Each record that follows must be reproduced exactly.

→ Saved entries:
=-=-=-=-=

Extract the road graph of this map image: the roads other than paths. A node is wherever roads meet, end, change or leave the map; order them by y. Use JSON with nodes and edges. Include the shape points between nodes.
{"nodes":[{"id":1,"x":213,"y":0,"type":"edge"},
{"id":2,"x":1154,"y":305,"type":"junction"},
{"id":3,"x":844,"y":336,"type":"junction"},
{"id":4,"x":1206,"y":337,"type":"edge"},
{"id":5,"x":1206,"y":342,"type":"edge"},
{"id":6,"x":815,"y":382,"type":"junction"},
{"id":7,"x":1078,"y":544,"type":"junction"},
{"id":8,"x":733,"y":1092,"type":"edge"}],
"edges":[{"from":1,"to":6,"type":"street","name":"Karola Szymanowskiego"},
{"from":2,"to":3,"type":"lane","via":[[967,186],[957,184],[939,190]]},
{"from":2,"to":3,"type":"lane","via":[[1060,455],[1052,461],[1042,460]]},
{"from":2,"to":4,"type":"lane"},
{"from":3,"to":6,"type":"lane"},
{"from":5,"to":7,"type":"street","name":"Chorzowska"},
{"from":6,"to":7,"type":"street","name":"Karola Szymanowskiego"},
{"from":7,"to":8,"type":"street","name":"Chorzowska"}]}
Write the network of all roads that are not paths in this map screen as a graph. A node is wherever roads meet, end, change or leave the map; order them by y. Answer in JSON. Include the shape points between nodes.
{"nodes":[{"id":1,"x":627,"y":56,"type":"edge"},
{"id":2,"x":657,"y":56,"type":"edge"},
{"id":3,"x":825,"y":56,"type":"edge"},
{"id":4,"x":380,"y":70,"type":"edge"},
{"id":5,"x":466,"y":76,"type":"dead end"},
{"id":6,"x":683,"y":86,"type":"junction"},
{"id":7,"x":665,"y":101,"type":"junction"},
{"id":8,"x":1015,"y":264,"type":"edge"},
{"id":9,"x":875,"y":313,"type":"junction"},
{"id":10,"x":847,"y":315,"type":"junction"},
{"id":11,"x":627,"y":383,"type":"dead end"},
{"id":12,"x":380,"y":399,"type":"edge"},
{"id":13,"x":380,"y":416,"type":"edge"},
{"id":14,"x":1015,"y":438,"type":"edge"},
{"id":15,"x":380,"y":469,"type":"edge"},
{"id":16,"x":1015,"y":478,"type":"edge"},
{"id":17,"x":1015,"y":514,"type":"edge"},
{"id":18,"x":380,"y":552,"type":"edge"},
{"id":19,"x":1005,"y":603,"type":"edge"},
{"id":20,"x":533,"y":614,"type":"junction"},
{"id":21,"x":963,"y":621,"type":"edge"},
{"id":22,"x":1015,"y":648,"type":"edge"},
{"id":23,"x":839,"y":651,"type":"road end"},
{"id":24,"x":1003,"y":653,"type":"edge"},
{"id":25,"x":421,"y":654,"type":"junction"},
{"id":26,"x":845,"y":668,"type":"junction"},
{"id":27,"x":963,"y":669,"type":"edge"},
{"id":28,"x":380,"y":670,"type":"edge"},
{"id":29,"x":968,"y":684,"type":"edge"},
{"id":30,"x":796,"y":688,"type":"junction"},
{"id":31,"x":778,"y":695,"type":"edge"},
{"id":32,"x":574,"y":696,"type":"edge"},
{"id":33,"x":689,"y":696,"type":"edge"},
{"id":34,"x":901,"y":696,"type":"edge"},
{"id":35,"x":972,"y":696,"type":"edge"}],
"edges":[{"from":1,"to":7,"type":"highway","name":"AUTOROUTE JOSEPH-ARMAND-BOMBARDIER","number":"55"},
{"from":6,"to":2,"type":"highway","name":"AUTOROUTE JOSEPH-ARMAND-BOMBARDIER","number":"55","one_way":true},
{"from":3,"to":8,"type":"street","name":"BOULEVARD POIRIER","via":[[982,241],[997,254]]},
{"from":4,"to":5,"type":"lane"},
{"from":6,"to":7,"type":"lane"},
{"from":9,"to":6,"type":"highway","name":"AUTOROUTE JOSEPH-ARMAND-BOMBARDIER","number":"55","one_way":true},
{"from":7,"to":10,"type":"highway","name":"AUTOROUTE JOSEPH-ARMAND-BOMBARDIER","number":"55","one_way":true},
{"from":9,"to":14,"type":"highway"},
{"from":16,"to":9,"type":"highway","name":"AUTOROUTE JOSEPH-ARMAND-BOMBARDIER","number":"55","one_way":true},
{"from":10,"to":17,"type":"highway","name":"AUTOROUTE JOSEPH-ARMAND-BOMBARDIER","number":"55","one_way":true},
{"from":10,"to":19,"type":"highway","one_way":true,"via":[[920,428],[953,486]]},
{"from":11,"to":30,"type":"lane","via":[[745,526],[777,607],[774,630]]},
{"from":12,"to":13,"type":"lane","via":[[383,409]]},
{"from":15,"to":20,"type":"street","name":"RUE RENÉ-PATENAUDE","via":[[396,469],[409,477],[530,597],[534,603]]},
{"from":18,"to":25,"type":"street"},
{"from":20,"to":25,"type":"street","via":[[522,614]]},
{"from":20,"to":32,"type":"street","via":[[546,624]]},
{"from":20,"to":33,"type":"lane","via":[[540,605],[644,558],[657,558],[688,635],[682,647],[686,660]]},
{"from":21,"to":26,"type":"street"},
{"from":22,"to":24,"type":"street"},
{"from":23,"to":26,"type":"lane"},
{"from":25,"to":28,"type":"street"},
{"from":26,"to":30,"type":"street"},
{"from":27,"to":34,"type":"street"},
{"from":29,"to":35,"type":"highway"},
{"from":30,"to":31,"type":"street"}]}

=-=-=-=-=

→ REPLY:
Extract the road graph of this map image: the roads other than paths. A node is wherever roads meet, end, change or leave the map; order them by y. Use JSON with nodes and edges. Include the shape points between nodes.
{"nodes":[{"id":1,"x":213,"y":0,"type":"edge"},
{"id":2,"x":1154,"y":305,"type":"junction"},
{"id":3,"x":844,"y":336,"type":"junction"},
{"id":4,"x":1206,"y":337,"type":"edge"},
{"id":5,"x":1206,"y":342,"type":"edge"},
{"id":6,"x":815,"y":382,"type":"junction"},
{"id":7,"x":1078,"y":544,"type":"junction"},
{"id":8,"x":733,"y":1092,"type":"edge"}],
"edges":[{"from":1,"to":6,"type":"street","name":"Karola Szymanowskiego"},
{"from":2,"to":3,"type":"lane","via":[[967,186],[957,184],[939,190]]},
{"from":2,"to":3,"type":"lane","via":[[1060,455],[1052,461],[1042,460]]},
{"from":2,"to":4,"type":"lane"},
{"from":3,"to":6,"type":"lane"},
{"from":5,"to":7,"type":"street","name":"Chorzowska"},
{"from":6,"to":7,"type":"street","name":"Karola Szymanowskiego"},
{"from":7,"to":8,"type":"street","name":"Chorzowska"}]}
Write the network of all roads that are not paths in this map screen as a graph. A node is wherever roads meet, end, change or leave the map; order them by y. Answer in JSON. Include the shape points between nodes.
{"nodes":[{"id":1,"x":627,"y":56,"type":"edge"},
{"id":2,"x":657,"y":56,"type":"edge"},
{"id":3,"x":825,"y":56,"type":"edge"},
{"id":4,"x":380,"y":70,"type":"edge"},
{"id":5,"x":466,"y":76,"type":"dead end"},
{"id":6,"x":683,"y":86,"type":"junction"},
{"id":7,"x":665,"y":101,"type":"junction"},
{"id":8,"x":1015,"y":264,"type":"edge"},
{"id":9,"x":875,"y":313,"type":"junction"},
{"id":10,"x":847,"y":315,"type":"junction"},
{"id":11,"x":627,"y":383,"type":"dead end"},
{"id":12,"x":380,"y":399,"type":"edge"},
{"id":13,"x":380,"y":416,"type":"edge"},
{"id":14,"x":1015,"y":438,"type":"edge"},
{"id":15,"x":380,"y":469,"type":"edge"},
{"id":16,"x":1015,"y":478,"type":"edge"},
{"id":17,"x":1015,"y":514,"type":"edge"},
{"id":18,"x":380,"y":552,"type":"edge"},
{"id":19,"x":1005,"y":603,"type":"edge"},
{"id":20,"x":533,"y":614,"type":"junction"},
{"id":21,"x":963,"y":621,"type":"edge"},
{"id":22,"x":1015,"y":648,"type":"edge"},
{"id":23,"x":839,"y":651,"type":"road end"},
{"id":24,"x":1003,"y":653,"type":"edge"},
{"id":25,"x":421,"y":654,"type":"junction"},
{"id":26,"x":845,"y":668,"type":"junction"},
{"id":27,"x":963,"y":669,"type":"edge"},
{"id":28,"x":380,"y":670,"type":"edge"},
{"id":29,"x":968,"y":684,"type":"edge"},
{"id":30,"x":796,"y":688,"type":"junction"},
{"id":31,"x":778,"y":695,"type":"edge"},
{"id":32,"x":574,"y":696,"type":"edge"},
{"id":33,"x":689,"y":696,"type":"edge"},
{"id":34,"x":901,"y":696,"type":"edge"},
{"id":35,"x":972,"y":696,"type":"edge"}],
"edges":[{"from":1,"to":7,"type":"highway","name":"AUTOROUTE JOSEPH-ARMAND-BOMBARDIER","number":"55"},
{"from":6,"to":2,"type":"highway","name":"AUTOROUTE JOSEPH-ARMAND-BOMBARDIER","number":"55","one_way":true},
{"from":3,"to":8,"type":"street","name":"BOULEVARD POIRIER","via":[[982,241],[997,254]]},
{"from":4,"to":5,"type":"lane"},
{"from":6,"to":7,"type":"lane"},
{"from":9,"to":6,"type":"highway","name":"AUTOROUTE JOSEPH-ARMAND-BOMBARDIER","number":"55","one_way":true},
{"from":7,"to":10,"type":"highway","name":"AUTOROUTE JOSEPH-ARMAND-BOMBARDIER","number":"55","one_way":true},
{"from":9,"to":14,"type":"highway"},
{"from":16,"to":9,"type":"highway","name":"AUTOROUTE JOSEPH-ARMAND-BOMBARDIER","number":"55","one_way":true},
{"from":10,"to":17,"type":"highway","name":"AUTOROUTE JOSEPH-ARMAND-BOMBARDIER","number":"55","one_way":true},
{"from":10,"to":19,"type":"highway","one_way":true,"via":[[920,428],[953,486]]},
{"from":11,"to":30,"type":"lane","via":[[745,526],[777,607],[774,630]]},
{"from":12,"to":13,"type":"lane","via":[[383,409]]},
{"from":15,"to":20,"type":"street","name":"RUE RENÉ-PATENAUDE","via":[[396,469],[409,477],[530,597],[534,603]]},
{"from":18,"to":25,"type":"street"},
{"from":20,"to":25,"type":"street","via":[[522,614]]},
{"from":20,"to":32,"type":"street","via":[[546,624]]},
{"from":20,"to":33,"type":"lane","via":[[540,605],[644,558],[657,558],[688,635],[682,647],[686,660]]},
{"from":21,"to":26,"type":"street"},
{"from":22,"to":24,"type":"street"},
{"from":23,"to":26,"type":"lane"},
{"from":25,"to":28,"type":"street"},
{"from":26,"to":30,"type":"street"},
{"from":27,"to":34,"type":"street"},
{"from":29,"to":35,"type":"highway"},
{"from":30,"to":31,"type":"street"}]}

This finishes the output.